Q1 Results Suggest Downside To Current Equity Value Is
Limited
Our Conclusion
On the back of BOS’s Q1 results, we continue to view the downside from
current levels as limited while we remain optimistic BOS will successfully
execute against its deep pipeline of opportunities over time. We maintain our
Outperformer rating, and our price target goes from C$16 to C$15 as we
tweak our model and adjust our FX assumptions.
Key Points
BOS reported Q1 results that provide us a greater sense of what its floor
EBITDA is in a soft landing environment. The company reported Q1 EBITDA
of $10MM and we see BOS as capable of holding these levels when
considering the following:
- BOS noted the volumes within ARS have shown improving monthly
trends since exiting 2022 (i.e., January better than December, February
better than January and so on), which suggests the company is
recovering from the lows it saw late last year.
- The company successfully addressed its problem contracts within AEP
and so we view the Q1 results as a new normal for this segment. AEP
has now turned the corner and should be structurally profitable looking
ahead. As BOS continues to diversify AEP’s end-market exposure more
towards non-auto, the company has indicated the ability for this segment
to generate margins similar to ARS (i.e., gross margins in the mid- to
high-teen percentages).
- While there has been disappointment that ADG has not been able to
secure another large contract, we note these opportunities have not been
awarded to a competitor and remain available for BOS. The timing of
these awards has become less certain.
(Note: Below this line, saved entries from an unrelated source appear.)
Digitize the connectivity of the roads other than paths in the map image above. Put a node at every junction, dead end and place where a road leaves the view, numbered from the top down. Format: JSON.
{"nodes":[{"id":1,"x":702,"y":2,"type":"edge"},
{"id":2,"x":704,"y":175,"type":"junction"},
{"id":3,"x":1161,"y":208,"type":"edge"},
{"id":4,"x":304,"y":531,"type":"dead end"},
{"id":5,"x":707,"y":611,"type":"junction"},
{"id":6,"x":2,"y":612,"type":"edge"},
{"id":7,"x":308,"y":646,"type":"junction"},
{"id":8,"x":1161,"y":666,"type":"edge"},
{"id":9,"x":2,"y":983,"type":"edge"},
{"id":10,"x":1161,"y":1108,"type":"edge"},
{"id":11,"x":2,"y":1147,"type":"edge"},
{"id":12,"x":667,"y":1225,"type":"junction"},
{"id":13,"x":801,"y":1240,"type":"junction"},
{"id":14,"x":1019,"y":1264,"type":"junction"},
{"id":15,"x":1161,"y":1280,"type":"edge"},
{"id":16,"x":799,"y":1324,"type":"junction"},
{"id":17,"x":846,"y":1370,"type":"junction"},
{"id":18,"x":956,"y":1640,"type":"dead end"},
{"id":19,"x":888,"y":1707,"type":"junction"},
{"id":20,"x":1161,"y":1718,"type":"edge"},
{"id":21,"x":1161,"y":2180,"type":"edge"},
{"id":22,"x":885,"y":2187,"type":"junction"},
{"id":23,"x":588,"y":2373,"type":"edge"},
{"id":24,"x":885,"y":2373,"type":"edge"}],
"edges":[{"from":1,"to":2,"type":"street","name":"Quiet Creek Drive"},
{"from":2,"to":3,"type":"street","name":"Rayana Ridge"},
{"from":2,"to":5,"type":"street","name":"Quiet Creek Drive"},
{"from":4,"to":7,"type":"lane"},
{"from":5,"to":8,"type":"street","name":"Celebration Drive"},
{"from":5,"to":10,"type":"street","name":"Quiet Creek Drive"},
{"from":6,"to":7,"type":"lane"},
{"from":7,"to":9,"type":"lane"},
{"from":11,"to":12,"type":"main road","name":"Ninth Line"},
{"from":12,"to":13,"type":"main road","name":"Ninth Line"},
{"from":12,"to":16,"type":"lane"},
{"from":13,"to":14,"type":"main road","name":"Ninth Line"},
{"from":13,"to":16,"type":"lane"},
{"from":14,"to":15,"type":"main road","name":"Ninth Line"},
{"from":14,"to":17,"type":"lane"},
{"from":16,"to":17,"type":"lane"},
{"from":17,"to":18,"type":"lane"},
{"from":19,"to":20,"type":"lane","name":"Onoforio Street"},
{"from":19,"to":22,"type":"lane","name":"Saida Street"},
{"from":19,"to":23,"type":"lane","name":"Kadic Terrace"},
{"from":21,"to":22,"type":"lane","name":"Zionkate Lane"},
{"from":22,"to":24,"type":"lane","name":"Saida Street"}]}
The company noted its base
revenue for ADG is $20MM-$25MM per quarter, with any new contract
wins providing upside. For context, ADG reported Q1 revenue of $27MM,
so it is tracking just a touch above the base revenue level. ADG did
announce a number of contract wins in Q4 (Husky, medical test kits), so
it will benefit from a higher run-rate in 2023.
If we annualize BOS’s Q1 EBITDA, this infers a floor level of ~$40MM. If we
look at its pre-pandemic EV to forward EBITDA trading range, it troughed at
~5x. This implies an enterprise value of $200MM. BOS’s current net debt is
$122MM, but at its floor EBITDA level, we think it can deleverage by another
~$40MM by the end of 2024. Applying this pro forma net debt gets us an
implied equity value of ~C$6/share, which is close to where the company is
trading today. We argue that BOS is currently trading at close to trough
valuation against trough earnings. In other words, at its current equity value,
very little credit is being given to BOS that it can convert its backlog.